# FAST FOOD STRIKES CALLED IN 100 CITIES...



## kwflatbed (Dec 29, 2004)

FAST FOOD STRIKES CALLED IN 100 CITIES...


----------



## Dan Stark (Aug 2, 2005)

oh... that article was full of so much fail... SO MUCH FAIL


----------



## Dan Stark (Aug 2, 2005)

This article would be so much better if it said AIR STRIKES called in 100 cities.


----------



## HistoryHound (Aug 30, 2008)

I'll summarize it for you. "WAAAAAHHHHHHH! I have no skills. I only work 20 hours a week. I can't live on that. WAAAAHHHHHH!!!!!!! Sniff. Sniff. Pay me more. Life isn't fair. I should be making at least $80k a year. WWWWAAAAAAHHHHHH!!!!!!!!!!!!!!!!!"


----------



## 7costanza (Aug 29, 2006)

These people are in for a world of hurt when amnesty kicks in and their job is given to away to someone who can work ten times harder.


----------



## Dan Stark (Aug 2, 2005)

I wish I could funnel all the education, training, fatigue, and bullshit, and value I provide to my department to hit 80k into a pill.
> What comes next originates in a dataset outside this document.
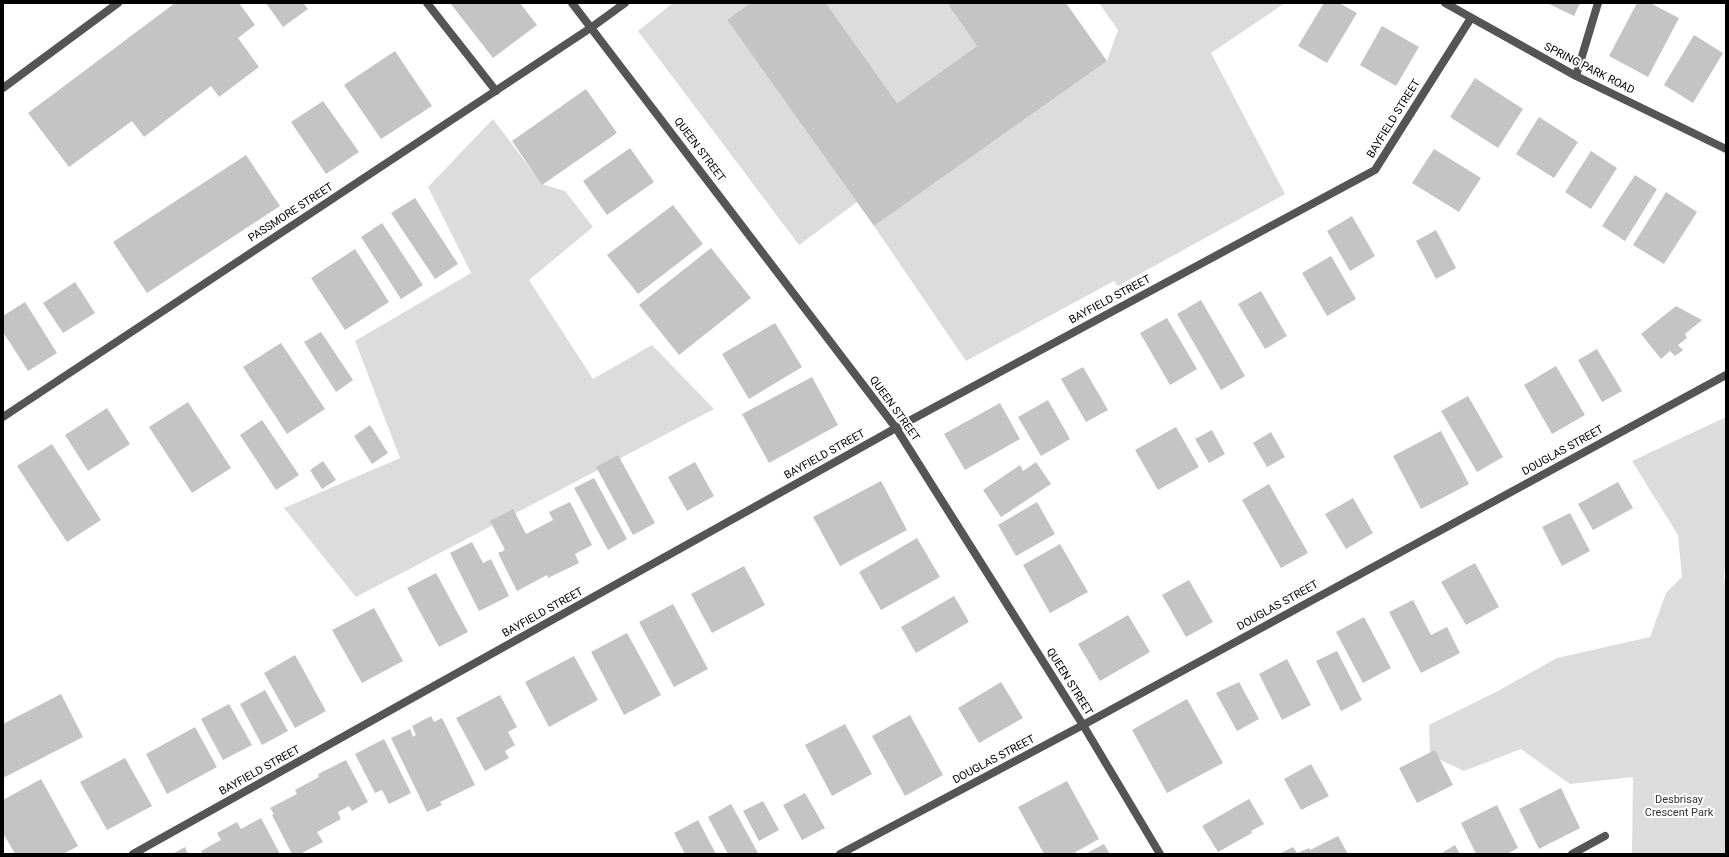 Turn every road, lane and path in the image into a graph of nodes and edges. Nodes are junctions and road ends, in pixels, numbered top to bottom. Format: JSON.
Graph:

Then I would make them take that GIANT pill rectally.


----------



## FourInchFury (Jun 26, 2013)




----------



## Fuzzywuzzy (Aug 15, 2013)

15 Dollars an hour, huh. Full-time that would be $31,200 a year.

A new Soldier/Sailor/Marine/Airman starts at $18,194 a year.

Yeah. That's equitable.


----------



## FTH (Sep 11, 2013)

Just imagine walking into your boss office and *demanding* he/she *doubles* your salary  just because you could use more money and really would like to work less ...


----------



## Mr Scribbles (Jul 7, 2012)

Boston Police just did that to the City Council-they vote tomorrow...


----------



## kwflatbed (Dec 29, 2004)

And they can't even get the damn orders right and they want $15?! Ha!!


----------



## Herrdoktor (Jun 23, 2010)

Fuzzywuzzy said:


> 15 Dollars an hour, huh. Full-time that would be $31,200 a year.
> 
> A new Soldier/Sailor/Marine/Airman starts at $18,194 a year.
> 
> Yeah. That's equitable.


I get your point, but the donks that want more money flipping burgers work for private businesses.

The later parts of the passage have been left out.